Guided Tissue Regeneration (GTR)

  1. Properties: GTR involves the use of barrier membranes to direct the growth of new bone and periodontal tissues. These membranes prevent the ingrowth of unwanted tissues, allowing the selective regeneration of desired tissues.

  2. Mechanism: The barrier membranes create a protected environment for the proliferation and differentiation of progenitor cells into osteoblasts and other regenerative cells. This selective regeneration promotes the formation of new bone and periodontal structures.

  3. Applications: GTR is used in periapical surgery to enhance bone regeneration and periodontal healing. It is particularly beneficial in cases with significant bone loss or complex anatomical defects. 18

Clinical Applications and Outcomes

The integration of biomaterials and regenerative approaches in periapical surgery has led to significant improvements in clinical outcomes.
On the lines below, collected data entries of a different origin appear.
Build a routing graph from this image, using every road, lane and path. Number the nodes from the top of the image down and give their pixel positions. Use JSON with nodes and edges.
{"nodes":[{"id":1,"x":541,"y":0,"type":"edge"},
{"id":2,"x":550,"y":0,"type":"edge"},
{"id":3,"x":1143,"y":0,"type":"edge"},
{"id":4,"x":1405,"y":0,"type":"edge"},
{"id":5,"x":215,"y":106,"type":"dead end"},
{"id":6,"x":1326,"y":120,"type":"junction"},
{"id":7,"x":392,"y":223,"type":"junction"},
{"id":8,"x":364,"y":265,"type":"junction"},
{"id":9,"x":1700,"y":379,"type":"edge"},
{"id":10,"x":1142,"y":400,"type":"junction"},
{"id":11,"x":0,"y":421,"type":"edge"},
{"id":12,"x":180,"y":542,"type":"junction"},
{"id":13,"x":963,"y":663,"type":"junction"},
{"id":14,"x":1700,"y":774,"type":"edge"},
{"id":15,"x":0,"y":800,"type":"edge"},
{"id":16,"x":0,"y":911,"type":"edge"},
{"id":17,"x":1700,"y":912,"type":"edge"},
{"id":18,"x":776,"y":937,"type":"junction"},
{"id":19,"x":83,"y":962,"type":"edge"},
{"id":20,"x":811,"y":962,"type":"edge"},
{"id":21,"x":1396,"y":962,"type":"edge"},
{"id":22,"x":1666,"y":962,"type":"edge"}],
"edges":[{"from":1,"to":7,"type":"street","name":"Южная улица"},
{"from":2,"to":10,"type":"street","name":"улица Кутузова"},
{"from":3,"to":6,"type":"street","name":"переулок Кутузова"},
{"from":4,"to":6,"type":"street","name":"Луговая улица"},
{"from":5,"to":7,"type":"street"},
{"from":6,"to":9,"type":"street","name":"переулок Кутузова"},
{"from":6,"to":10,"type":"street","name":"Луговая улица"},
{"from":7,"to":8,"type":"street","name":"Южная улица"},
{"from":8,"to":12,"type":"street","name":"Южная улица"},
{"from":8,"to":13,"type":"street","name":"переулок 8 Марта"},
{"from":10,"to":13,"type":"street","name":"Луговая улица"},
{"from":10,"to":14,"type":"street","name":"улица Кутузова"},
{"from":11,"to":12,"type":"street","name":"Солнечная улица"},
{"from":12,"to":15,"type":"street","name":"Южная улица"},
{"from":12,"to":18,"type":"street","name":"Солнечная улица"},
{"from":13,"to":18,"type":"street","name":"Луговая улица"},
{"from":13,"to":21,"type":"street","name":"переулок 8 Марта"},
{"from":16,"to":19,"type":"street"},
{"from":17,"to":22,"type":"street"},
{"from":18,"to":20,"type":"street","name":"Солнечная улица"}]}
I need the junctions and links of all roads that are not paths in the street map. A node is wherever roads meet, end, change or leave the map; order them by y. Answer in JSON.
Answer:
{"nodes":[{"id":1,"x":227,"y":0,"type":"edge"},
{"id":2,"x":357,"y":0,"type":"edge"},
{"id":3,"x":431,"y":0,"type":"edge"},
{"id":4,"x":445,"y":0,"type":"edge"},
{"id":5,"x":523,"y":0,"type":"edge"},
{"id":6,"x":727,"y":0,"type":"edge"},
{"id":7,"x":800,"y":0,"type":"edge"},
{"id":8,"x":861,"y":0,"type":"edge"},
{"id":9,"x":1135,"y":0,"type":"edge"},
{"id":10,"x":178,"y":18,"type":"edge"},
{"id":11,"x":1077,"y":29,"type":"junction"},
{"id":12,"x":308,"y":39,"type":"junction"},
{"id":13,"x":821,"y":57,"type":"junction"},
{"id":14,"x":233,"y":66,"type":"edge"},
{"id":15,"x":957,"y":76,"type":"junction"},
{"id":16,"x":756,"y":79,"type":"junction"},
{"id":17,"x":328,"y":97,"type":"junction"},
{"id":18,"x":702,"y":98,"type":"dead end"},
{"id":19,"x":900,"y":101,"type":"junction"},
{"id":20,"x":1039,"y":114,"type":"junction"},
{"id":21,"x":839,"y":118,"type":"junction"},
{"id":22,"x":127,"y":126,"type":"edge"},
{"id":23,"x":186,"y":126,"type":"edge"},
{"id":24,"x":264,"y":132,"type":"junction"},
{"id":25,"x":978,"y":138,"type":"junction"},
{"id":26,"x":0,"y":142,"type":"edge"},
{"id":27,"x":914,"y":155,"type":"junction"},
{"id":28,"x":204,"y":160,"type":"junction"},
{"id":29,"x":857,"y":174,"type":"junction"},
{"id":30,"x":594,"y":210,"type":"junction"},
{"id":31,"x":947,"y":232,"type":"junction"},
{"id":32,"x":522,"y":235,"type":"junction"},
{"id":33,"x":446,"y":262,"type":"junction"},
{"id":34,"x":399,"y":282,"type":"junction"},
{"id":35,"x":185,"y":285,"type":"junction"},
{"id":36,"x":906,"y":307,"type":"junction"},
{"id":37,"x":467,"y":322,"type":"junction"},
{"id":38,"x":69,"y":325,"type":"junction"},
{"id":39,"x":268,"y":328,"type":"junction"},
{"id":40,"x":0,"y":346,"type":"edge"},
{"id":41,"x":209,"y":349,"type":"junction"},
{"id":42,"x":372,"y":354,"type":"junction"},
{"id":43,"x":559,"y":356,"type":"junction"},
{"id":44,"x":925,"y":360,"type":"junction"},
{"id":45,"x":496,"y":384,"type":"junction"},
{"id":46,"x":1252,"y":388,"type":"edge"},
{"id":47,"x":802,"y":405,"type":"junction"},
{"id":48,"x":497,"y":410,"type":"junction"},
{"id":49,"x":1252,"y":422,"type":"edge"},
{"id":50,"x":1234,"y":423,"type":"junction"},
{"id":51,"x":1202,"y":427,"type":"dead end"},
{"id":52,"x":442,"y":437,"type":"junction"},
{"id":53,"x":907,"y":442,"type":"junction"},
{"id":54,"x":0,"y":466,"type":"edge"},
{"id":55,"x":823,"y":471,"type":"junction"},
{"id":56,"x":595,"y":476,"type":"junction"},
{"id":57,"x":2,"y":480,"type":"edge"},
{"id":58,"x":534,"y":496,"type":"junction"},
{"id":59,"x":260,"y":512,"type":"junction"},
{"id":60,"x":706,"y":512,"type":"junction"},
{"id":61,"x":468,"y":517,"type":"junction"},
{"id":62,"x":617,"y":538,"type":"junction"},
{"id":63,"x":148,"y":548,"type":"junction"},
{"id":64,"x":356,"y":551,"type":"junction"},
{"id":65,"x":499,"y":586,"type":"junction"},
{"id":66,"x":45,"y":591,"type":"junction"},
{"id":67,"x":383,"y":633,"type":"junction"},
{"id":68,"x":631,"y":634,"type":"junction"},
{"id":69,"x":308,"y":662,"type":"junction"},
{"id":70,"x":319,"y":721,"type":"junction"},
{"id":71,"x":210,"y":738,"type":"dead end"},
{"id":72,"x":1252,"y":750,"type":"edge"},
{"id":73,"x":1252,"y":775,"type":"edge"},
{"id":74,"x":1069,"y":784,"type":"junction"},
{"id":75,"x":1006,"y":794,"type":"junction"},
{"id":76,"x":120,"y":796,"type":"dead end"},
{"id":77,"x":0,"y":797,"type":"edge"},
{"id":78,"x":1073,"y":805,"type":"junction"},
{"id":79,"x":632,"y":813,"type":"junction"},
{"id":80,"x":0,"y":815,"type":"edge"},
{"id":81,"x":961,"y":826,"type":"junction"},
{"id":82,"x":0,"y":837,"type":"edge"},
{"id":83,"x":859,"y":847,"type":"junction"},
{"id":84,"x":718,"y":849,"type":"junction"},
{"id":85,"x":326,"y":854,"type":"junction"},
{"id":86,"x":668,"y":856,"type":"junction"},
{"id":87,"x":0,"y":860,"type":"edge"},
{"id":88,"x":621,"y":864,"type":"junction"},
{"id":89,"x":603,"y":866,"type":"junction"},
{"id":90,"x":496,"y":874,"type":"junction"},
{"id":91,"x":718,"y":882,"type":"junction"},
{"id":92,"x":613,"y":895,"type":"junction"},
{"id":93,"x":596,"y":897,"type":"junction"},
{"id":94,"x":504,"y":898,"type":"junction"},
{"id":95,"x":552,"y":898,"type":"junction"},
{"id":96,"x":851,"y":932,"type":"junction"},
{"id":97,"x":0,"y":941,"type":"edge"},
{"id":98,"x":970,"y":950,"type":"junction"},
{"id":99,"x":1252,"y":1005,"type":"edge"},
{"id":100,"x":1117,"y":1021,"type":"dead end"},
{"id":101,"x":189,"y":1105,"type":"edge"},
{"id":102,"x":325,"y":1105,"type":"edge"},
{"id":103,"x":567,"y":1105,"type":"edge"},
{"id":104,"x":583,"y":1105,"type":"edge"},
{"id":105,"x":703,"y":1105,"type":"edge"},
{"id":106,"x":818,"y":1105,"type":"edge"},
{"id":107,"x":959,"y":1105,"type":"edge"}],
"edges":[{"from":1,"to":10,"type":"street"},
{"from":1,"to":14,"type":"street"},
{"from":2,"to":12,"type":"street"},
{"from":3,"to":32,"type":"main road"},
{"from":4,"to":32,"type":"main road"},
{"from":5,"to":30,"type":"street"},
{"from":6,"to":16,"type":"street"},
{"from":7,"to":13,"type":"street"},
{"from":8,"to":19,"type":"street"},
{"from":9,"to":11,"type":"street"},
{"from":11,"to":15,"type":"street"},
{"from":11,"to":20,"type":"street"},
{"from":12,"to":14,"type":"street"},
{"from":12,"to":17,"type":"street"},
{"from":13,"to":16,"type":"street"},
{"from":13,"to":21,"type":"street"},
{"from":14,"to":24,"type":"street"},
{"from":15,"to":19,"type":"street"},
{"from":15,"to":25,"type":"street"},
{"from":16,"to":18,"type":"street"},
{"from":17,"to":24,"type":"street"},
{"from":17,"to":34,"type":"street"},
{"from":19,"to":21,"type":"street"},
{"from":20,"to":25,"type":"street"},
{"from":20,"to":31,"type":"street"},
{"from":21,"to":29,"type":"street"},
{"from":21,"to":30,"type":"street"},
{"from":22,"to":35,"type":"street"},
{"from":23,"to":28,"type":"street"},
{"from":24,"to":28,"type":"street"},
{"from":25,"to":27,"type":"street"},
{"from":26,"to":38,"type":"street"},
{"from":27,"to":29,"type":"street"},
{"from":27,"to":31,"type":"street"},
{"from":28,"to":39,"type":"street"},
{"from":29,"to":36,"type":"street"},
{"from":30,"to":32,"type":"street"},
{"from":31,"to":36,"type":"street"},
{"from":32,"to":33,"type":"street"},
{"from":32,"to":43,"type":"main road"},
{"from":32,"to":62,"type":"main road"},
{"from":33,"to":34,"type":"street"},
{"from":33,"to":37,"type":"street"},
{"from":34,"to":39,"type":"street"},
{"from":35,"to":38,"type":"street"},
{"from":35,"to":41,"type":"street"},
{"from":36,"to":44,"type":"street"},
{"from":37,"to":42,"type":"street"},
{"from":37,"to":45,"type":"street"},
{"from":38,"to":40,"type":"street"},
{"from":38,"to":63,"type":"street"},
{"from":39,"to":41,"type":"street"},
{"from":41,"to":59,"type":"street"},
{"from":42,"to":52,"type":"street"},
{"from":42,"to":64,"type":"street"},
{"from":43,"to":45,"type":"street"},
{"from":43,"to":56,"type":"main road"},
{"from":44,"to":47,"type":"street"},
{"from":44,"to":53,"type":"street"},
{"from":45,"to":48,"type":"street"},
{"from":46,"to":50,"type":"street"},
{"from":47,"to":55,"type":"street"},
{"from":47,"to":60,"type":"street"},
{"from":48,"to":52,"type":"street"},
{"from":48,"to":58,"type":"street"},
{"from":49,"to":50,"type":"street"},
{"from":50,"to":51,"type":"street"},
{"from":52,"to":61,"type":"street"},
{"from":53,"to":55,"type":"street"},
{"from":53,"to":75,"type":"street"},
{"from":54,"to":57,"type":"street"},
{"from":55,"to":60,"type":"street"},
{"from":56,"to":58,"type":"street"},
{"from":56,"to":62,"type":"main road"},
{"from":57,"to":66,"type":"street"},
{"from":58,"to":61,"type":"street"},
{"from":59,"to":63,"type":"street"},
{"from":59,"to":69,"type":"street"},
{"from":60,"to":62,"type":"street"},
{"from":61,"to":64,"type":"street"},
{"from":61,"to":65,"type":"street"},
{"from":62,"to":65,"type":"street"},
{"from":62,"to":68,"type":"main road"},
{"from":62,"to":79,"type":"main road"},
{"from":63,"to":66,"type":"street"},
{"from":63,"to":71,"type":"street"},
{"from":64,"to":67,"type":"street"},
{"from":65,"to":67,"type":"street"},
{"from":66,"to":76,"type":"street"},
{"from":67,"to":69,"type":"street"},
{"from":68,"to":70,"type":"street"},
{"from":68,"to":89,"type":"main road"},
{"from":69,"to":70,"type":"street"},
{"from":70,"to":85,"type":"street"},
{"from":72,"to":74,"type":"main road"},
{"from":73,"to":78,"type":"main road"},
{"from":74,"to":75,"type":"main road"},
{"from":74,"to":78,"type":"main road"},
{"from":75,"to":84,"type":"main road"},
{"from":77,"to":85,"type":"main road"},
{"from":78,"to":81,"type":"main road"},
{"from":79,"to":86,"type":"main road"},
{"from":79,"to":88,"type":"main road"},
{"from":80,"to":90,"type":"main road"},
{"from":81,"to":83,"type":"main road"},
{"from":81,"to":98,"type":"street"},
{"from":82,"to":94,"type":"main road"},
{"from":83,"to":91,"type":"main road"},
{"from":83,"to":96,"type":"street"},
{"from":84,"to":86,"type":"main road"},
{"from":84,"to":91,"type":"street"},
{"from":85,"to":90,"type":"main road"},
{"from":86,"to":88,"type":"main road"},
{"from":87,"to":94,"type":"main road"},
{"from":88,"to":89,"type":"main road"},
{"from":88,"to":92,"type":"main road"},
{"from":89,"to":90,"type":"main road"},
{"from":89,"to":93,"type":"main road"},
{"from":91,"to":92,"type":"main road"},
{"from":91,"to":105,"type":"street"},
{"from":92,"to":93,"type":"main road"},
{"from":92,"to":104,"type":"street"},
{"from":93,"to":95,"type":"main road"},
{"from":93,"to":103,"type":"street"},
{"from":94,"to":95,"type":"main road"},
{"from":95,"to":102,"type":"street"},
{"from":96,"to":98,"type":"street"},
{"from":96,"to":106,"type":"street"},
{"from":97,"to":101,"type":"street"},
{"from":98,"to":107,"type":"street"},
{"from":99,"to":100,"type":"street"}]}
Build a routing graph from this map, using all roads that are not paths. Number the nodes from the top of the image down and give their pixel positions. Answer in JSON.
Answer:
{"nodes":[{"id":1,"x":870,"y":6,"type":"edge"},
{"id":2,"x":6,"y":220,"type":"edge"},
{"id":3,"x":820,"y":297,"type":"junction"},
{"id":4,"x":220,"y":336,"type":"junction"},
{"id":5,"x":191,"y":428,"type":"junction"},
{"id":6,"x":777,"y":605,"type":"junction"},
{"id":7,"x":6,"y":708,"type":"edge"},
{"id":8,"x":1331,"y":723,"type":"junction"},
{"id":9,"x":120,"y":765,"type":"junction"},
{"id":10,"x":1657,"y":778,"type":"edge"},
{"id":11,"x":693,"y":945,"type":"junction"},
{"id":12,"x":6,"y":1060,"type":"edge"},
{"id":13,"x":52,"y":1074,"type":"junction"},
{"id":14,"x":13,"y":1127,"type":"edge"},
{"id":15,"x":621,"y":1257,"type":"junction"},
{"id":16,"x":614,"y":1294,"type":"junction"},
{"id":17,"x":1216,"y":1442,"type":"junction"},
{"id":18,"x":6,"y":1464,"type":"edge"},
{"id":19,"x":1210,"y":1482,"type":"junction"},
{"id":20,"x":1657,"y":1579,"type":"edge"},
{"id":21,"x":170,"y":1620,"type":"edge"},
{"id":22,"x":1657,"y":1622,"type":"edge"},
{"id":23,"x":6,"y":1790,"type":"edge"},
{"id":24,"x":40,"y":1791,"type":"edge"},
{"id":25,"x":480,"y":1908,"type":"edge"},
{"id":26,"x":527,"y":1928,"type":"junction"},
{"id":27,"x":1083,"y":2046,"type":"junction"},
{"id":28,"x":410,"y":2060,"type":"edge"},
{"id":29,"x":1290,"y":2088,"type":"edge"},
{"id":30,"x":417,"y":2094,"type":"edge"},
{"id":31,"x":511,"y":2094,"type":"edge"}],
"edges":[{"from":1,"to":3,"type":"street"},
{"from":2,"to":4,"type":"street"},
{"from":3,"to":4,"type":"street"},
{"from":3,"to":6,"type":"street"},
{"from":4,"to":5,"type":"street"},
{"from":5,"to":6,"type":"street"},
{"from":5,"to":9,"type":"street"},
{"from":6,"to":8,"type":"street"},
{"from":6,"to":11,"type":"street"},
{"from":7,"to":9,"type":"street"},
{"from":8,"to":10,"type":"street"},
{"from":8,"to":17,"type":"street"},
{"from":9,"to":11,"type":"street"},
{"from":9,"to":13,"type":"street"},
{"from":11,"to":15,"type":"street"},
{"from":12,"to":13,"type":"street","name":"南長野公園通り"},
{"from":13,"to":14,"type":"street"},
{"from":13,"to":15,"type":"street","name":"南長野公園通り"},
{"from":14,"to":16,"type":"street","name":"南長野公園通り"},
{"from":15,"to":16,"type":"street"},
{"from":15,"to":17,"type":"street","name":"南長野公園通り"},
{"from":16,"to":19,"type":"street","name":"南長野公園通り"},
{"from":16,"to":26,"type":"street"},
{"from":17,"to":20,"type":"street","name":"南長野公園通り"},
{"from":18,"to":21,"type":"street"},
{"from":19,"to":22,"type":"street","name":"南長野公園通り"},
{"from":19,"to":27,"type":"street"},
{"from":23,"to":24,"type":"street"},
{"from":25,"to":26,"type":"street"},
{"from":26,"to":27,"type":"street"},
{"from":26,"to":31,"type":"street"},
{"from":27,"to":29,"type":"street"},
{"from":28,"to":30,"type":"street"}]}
These innovations offer several advantages, including:

  1. Enhanced Healing: Biomaterials like MTA and bioceramics provide excellent sealing and biocompatibility, promoting faster and more effective healing of periapical tissues.

  2. Bone Regeneration: Bone grafts and regenerative techniques like PRP and stem cell therapy support the regeneration of periapical bone, restoring the structural integrity of the surgical site.

  3. Reduced Inflammation: PRP and stem cell therapy help reduce inflammation and promote the formation of healthy tissue, improving overall healing.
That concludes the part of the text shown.